(GIVEN ENTRIES begins)
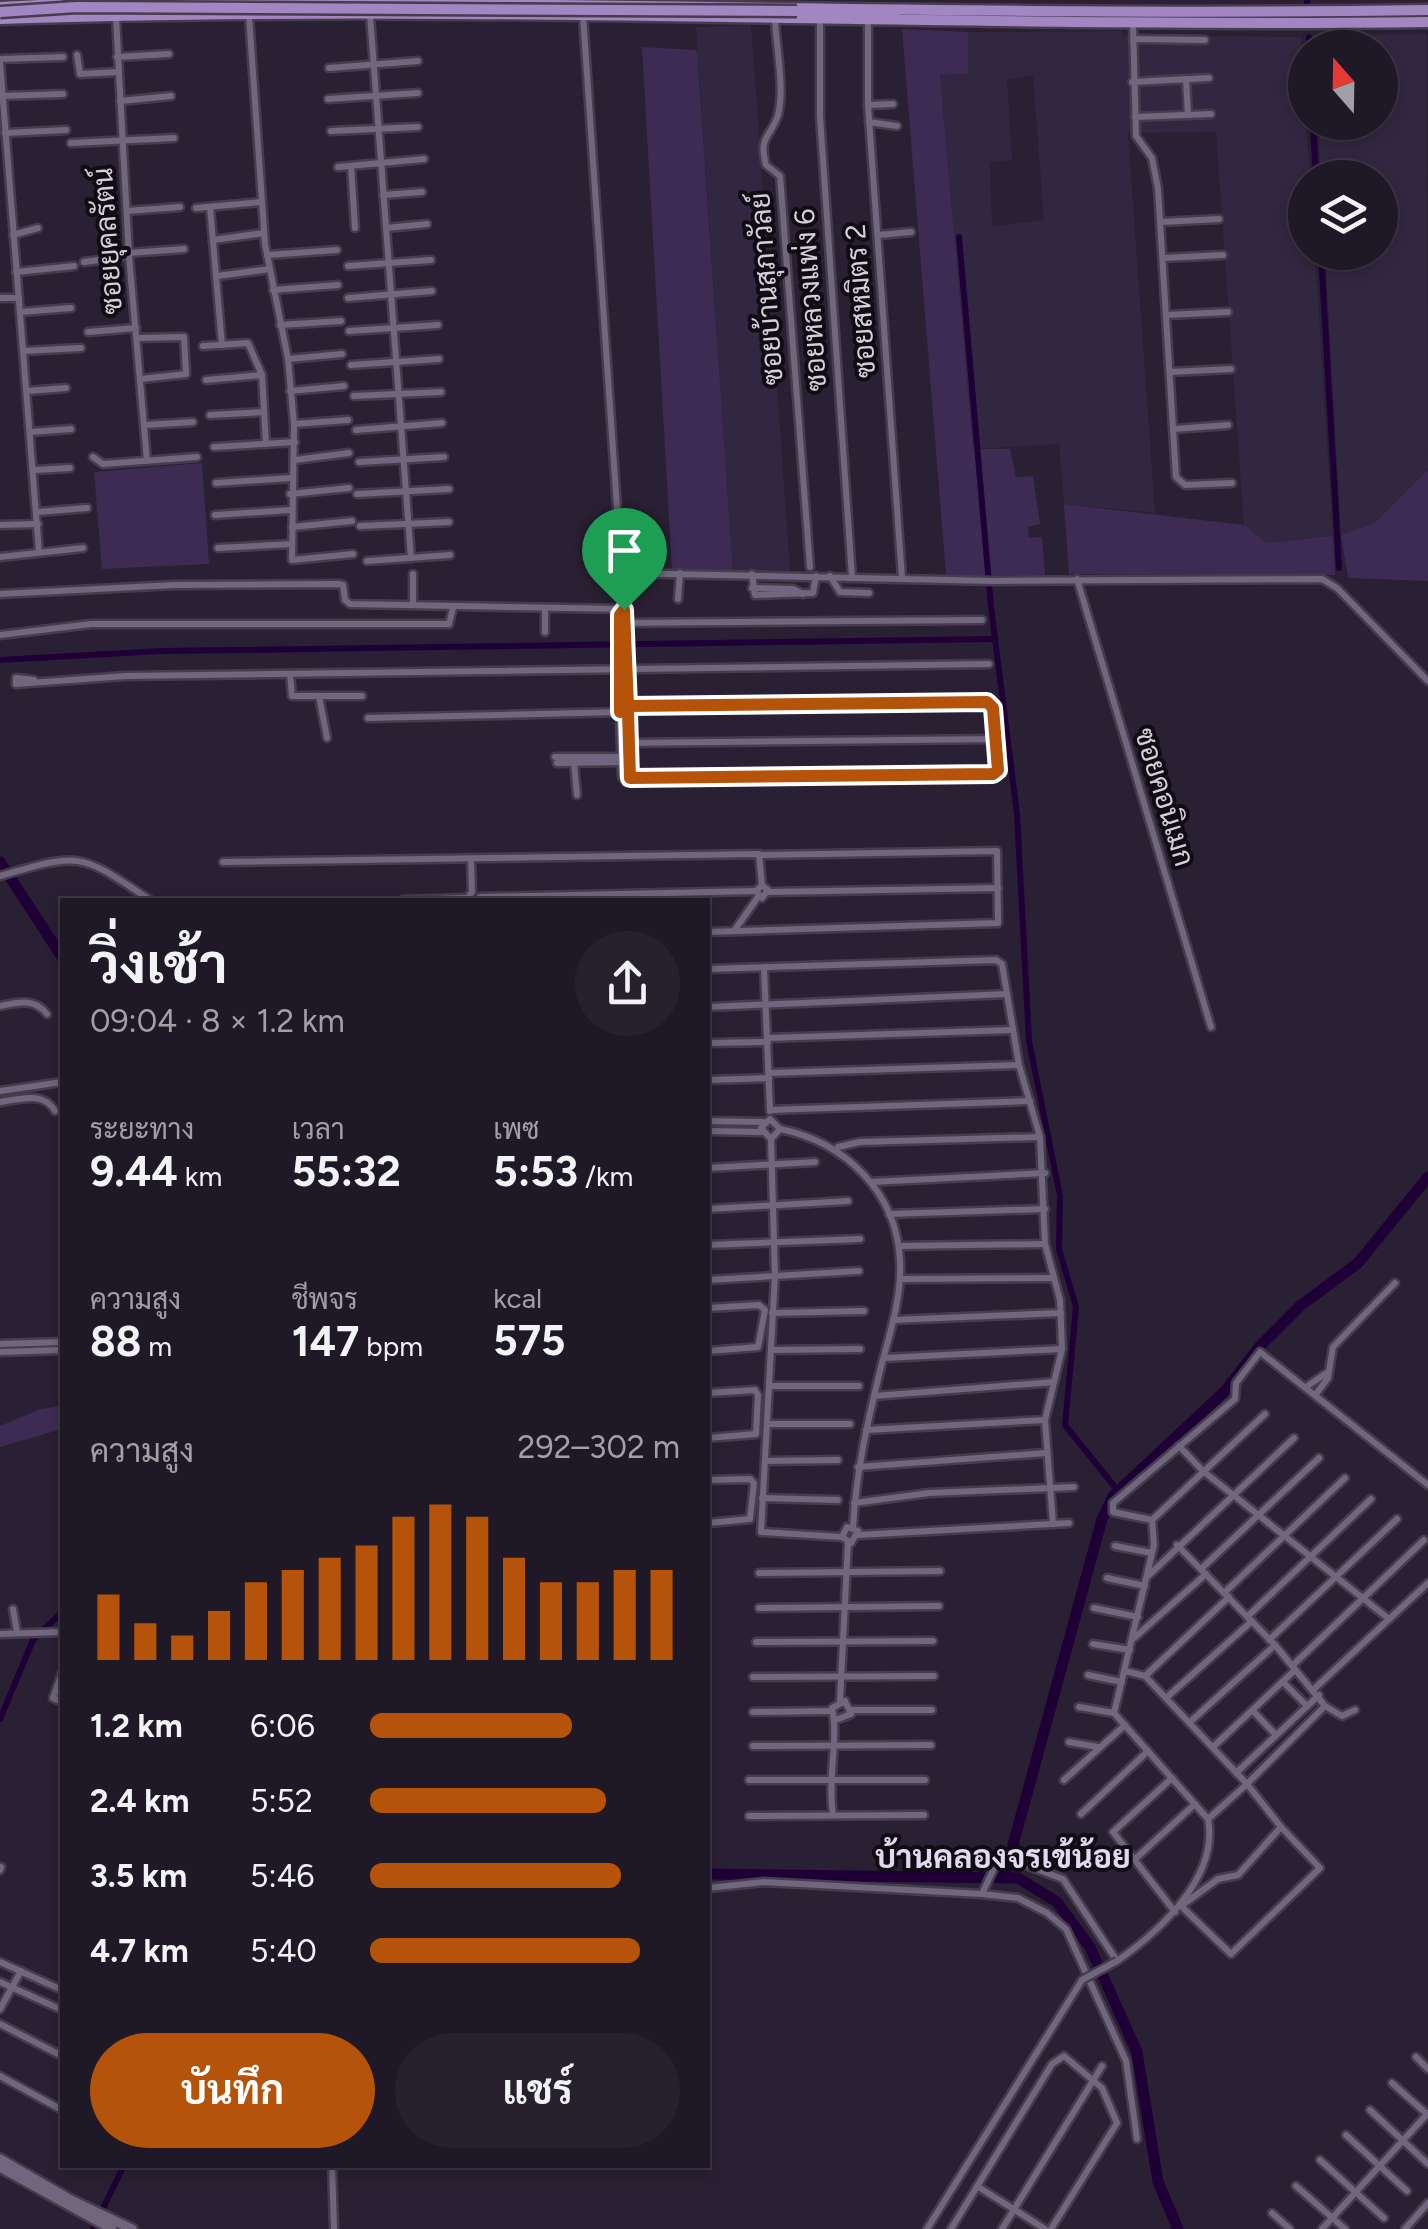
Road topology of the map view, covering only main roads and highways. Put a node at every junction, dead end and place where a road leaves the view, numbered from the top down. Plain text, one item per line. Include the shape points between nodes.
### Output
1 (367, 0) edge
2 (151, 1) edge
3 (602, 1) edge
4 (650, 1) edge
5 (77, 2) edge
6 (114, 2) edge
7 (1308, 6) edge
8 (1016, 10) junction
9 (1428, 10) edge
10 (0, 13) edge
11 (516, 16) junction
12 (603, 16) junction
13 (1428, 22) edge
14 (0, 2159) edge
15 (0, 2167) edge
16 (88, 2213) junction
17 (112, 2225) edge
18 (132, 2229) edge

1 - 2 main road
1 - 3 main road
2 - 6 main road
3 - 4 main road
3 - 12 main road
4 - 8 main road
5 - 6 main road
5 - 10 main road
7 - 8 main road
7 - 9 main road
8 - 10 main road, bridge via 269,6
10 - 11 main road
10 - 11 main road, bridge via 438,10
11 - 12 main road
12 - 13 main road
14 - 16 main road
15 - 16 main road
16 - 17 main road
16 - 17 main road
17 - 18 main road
(GIVEN ENTRIES ends)
#### [ABOUT THIS TASK]
Repeat the data exactly. Pictures should not appear.

#### [EXERCISE RESULT]
Road topology of the map view, covering only main roads and highways. Put a node at every junction, dead end and place where a road leaves the view, numbered from the top down. Plain text, one item per line. Include the shape points between nodes.
### Output
1 (367, 0) edge
2 (151, 1) edge
3 (602, 1) edge
4 (650, 1) edge
5 (77, 2) edge
6 (114, 2) edge
7 (1308, 6) edge
8 (1016, 10) junction
9 (1428, 10) edge
10 (0, 13) edge
11 (516, 16) junction
12 (603, 16) junction
13 (1428, 22) edge
14 (0, 2159) edge
15 (0, 2167) edge
16 (88, 2213) junction
17 (112, 2225) edge
18 (132, 2229) edge

1 - 2 main road
1 - 3 main road
2 - 6 main road
3 - 4 main road
3 - 12 main road
4 - 8 main road
5 - 6 main road
5 - 10 main road
7 - 8 main road
7 - 9 main road
8 - 10 main road, bridge via 269,6
10 - 11 main road
10 - 11 main road, bridge via 438,10
11 - 12 main road
12 - 13 main road
14 - 16 main road
15 - 16 main road
16 - 17 main road
16 - 17 main road
17 - 18 main road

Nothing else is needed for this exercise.